Across the entries below, how many lines contain the string "富熊宇多津線"? Give only the count.

Collected data
<<<<
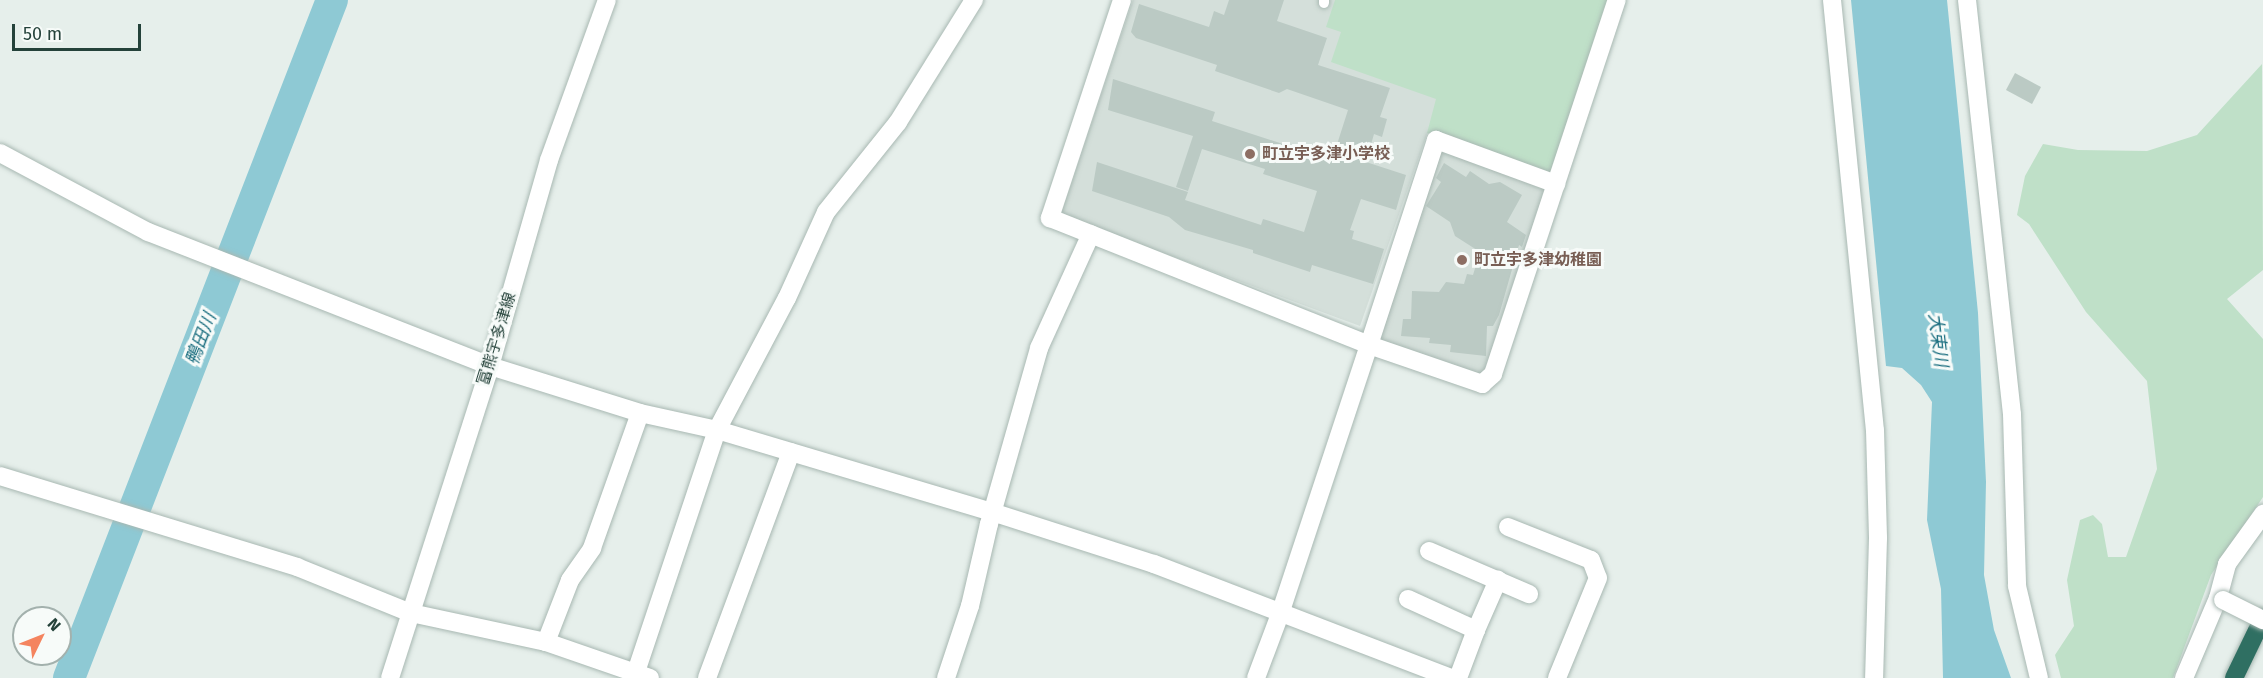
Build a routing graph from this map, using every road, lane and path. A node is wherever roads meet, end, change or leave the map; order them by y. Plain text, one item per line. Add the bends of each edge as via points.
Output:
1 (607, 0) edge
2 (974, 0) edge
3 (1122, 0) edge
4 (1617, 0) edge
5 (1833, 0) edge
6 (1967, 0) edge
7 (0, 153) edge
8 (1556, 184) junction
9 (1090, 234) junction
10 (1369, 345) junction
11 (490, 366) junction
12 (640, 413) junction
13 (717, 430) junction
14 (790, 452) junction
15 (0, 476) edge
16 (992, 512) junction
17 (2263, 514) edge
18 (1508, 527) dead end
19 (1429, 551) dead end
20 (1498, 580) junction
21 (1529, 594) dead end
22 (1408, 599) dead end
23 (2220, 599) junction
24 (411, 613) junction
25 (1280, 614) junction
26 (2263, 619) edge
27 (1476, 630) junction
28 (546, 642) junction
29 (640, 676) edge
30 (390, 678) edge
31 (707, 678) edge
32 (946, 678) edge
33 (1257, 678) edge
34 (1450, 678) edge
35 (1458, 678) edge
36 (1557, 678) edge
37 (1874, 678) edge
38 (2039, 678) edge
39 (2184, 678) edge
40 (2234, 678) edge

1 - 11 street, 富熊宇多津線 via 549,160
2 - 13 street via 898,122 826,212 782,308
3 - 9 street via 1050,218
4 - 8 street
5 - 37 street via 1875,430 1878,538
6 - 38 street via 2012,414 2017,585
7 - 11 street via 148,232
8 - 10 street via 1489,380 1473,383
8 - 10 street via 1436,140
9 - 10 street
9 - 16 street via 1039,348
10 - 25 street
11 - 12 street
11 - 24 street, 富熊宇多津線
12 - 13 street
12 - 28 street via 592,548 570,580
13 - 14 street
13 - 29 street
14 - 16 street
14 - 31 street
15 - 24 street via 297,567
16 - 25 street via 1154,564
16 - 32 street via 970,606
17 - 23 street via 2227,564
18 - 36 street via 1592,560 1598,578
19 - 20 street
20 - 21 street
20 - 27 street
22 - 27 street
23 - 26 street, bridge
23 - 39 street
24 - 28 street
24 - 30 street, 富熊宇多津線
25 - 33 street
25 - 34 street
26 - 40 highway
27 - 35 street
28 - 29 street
>>>>
▶ **TASK OUTPUT**:
3